We present here some of our favorite moments from the 2018-19 school year. In the long and storied history of Cougar News, we have consistently affirmed and reaffirmed our steadfast belief that everyone should have an awesome summer, and that solemn tradition continues today. So please enjoy the pictures and then go have fun!
As the clock struck 10:01, the band struck up that familiar tune and the cheers rang out for the 54 members of the Class of 2019 who entered the Fieldhouse for Lancaster Country Day School’s 111th commencement ceremony Saturday, May 25.
Jack Kubinec delivered the student address, riffing on repetitious trips to art museums before turning serious and sincere with his metaphor.

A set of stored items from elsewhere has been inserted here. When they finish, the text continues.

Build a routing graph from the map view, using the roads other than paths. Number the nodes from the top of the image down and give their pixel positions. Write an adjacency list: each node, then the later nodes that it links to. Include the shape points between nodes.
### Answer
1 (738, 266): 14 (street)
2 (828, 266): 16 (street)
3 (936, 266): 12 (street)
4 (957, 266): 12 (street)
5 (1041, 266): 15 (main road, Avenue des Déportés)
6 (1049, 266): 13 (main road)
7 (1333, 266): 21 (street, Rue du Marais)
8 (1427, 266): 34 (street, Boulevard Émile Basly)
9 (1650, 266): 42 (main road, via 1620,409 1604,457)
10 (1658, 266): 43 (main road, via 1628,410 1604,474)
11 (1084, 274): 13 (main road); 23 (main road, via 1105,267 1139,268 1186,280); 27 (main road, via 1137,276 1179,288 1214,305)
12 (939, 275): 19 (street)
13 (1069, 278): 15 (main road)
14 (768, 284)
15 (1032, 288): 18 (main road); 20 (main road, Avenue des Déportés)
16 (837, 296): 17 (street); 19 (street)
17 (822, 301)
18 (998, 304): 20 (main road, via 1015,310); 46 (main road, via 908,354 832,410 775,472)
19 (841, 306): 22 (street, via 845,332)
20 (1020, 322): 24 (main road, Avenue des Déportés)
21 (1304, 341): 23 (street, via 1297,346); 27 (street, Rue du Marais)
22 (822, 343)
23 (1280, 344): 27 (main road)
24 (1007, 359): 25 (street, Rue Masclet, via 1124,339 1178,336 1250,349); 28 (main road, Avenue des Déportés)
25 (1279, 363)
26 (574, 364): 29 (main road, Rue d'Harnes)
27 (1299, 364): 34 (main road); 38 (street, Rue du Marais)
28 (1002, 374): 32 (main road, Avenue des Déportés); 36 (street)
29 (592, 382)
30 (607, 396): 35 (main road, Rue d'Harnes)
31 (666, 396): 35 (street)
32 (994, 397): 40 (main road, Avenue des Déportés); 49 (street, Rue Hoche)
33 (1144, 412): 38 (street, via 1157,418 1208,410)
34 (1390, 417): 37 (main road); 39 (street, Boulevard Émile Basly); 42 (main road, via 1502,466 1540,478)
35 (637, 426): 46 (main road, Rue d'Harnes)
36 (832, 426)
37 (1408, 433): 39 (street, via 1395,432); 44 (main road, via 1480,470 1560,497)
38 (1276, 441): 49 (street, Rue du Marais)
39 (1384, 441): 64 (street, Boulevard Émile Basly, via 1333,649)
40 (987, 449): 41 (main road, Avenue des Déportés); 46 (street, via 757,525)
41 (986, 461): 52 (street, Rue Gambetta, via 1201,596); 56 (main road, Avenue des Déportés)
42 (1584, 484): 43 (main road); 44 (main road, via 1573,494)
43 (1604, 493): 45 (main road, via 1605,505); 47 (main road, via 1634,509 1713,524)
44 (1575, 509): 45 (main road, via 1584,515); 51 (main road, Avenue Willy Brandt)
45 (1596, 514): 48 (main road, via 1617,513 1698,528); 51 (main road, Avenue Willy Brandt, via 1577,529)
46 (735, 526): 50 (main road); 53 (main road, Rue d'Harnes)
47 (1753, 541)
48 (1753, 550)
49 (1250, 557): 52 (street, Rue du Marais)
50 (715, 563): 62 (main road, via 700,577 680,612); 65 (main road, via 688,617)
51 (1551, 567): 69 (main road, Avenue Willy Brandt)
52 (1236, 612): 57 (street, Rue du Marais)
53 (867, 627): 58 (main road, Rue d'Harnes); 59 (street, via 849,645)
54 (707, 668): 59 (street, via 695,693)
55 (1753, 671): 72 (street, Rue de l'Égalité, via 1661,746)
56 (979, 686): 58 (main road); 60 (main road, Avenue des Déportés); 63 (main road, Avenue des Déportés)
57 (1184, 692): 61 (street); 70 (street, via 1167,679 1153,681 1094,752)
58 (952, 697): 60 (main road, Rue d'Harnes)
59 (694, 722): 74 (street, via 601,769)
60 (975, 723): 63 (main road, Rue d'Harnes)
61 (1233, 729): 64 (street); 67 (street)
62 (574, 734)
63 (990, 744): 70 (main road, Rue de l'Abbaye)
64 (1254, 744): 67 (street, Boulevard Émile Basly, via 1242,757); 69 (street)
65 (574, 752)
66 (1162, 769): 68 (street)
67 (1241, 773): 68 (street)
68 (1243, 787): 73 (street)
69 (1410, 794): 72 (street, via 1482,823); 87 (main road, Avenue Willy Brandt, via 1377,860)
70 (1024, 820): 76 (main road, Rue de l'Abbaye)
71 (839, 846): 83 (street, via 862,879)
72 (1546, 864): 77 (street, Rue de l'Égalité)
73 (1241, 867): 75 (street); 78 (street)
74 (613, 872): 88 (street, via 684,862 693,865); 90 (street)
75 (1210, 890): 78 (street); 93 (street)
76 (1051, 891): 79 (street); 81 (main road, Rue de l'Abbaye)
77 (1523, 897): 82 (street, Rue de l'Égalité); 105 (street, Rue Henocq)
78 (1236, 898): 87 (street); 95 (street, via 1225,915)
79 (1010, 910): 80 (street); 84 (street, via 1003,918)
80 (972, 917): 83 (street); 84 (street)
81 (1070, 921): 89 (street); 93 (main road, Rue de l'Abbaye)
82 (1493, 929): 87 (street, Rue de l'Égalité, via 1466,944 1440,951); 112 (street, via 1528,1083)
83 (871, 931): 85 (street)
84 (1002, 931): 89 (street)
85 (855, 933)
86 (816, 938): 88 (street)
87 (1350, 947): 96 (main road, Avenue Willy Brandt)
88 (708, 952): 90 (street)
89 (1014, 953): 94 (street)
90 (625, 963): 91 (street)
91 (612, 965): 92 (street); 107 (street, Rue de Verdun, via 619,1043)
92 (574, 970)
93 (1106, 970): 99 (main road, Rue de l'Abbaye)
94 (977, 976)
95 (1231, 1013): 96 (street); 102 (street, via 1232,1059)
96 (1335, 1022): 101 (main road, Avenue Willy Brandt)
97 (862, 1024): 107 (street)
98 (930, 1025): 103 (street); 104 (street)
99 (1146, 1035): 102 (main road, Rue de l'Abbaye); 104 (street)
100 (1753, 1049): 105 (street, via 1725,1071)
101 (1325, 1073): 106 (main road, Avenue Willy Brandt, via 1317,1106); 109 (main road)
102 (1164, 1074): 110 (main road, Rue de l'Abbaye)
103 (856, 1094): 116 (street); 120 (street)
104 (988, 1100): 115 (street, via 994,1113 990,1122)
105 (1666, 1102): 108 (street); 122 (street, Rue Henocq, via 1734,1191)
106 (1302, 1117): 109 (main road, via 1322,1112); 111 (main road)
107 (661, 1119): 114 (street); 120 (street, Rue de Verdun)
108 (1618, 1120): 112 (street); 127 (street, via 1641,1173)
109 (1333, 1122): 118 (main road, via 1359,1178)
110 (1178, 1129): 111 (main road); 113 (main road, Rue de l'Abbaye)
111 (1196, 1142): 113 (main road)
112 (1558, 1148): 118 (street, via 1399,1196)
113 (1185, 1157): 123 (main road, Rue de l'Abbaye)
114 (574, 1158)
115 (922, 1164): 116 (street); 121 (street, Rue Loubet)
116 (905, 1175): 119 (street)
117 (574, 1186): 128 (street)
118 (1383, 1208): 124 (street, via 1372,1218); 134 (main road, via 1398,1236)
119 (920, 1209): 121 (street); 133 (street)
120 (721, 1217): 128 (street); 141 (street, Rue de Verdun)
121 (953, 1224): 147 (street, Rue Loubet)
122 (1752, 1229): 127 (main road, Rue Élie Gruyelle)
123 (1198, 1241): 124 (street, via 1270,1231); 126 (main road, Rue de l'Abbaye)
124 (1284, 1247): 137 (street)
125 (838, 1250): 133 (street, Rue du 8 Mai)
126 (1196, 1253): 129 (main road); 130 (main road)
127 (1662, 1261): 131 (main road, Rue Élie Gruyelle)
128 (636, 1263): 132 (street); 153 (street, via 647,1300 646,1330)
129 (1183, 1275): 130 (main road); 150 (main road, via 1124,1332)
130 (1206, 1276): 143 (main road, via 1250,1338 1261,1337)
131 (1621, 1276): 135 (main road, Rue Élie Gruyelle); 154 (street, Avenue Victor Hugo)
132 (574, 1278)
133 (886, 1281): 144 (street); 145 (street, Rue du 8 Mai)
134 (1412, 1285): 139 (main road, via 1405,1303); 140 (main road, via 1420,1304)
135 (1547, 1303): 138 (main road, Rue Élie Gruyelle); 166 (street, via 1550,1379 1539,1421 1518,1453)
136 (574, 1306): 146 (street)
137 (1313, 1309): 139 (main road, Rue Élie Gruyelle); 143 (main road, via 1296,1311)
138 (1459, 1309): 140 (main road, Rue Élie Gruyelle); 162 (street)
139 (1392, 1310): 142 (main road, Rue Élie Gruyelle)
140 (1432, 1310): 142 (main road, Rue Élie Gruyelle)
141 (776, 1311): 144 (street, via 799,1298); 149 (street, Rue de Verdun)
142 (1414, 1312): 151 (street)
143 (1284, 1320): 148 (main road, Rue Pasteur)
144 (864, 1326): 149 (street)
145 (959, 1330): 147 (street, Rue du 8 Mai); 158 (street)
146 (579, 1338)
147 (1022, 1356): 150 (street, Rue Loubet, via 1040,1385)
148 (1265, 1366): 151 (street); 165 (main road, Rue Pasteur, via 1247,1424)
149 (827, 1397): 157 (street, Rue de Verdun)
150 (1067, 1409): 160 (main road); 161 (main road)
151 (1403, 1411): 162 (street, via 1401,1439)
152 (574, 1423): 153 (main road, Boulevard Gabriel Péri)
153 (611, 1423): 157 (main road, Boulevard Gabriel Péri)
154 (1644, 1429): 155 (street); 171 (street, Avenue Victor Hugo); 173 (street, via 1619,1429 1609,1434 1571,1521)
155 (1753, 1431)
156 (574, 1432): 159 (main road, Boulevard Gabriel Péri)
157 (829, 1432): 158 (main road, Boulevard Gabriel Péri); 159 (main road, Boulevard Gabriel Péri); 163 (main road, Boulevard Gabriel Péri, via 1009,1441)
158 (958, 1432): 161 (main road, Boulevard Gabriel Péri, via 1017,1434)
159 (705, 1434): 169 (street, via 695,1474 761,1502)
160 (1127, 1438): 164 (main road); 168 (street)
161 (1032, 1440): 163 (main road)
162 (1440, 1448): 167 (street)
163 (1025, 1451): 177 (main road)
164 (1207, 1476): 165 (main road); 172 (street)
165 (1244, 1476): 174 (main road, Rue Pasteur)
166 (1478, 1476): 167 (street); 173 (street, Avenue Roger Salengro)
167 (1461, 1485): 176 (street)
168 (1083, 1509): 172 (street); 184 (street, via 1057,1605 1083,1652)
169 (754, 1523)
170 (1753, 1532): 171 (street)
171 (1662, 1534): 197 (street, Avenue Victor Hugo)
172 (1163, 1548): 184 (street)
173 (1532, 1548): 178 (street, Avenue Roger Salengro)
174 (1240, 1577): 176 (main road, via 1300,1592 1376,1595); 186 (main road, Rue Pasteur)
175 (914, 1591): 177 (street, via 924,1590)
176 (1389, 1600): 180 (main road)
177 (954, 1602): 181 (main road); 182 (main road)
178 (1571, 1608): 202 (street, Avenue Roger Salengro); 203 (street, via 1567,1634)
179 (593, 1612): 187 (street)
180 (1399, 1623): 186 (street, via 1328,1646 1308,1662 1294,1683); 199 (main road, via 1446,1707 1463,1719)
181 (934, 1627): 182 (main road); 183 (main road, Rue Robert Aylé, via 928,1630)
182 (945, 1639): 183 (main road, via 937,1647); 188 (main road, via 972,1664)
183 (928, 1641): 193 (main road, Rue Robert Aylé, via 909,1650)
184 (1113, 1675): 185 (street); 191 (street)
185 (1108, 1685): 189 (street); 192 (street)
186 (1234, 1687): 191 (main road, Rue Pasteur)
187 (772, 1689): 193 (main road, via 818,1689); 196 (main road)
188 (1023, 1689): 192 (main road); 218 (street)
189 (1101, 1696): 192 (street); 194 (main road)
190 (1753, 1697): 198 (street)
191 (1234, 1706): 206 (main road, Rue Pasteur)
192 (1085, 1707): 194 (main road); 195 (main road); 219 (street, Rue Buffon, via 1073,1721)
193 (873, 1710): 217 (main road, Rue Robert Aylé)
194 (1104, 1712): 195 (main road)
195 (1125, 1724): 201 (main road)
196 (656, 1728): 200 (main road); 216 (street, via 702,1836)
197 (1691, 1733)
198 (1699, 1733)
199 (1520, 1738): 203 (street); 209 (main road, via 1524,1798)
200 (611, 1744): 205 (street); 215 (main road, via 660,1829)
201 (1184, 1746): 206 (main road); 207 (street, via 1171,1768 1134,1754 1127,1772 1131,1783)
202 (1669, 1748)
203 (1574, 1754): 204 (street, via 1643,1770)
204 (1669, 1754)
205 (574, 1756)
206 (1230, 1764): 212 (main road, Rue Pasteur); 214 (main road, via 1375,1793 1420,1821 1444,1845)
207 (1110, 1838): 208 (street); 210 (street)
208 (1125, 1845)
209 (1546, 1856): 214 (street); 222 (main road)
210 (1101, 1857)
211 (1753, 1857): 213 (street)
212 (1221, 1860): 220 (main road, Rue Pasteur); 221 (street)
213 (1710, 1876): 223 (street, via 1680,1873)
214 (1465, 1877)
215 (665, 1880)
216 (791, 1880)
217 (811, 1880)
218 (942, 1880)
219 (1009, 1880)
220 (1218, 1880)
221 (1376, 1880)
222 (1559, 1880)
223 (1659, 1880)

“Paintings do not need to be explained; their meaning is shown by what they are. Similarly, our time at LCDS is best explained not by anything I could say but by who we are today. In a manner of speaking, we have the been the canvas, and we have been painted by LCDS. … The brushstrokes left on our lives serve as proof that our time here has real and special and meaningful.”
The graduating seniors chose Upper School Administrative Assistant Starleisha Gingrich to give the Faculty Address to the Class of 2019.
“The 54 of you have made [my first] year an absolute pleasure. And I chalk that up to one simple characteristic that I think you all have in common. You are all good people, with a capital G and P. … Even if you don’t socialize with someone regularly, I see the ways you interact with each other in the hall and those moments warm my heart,” Gingrich said.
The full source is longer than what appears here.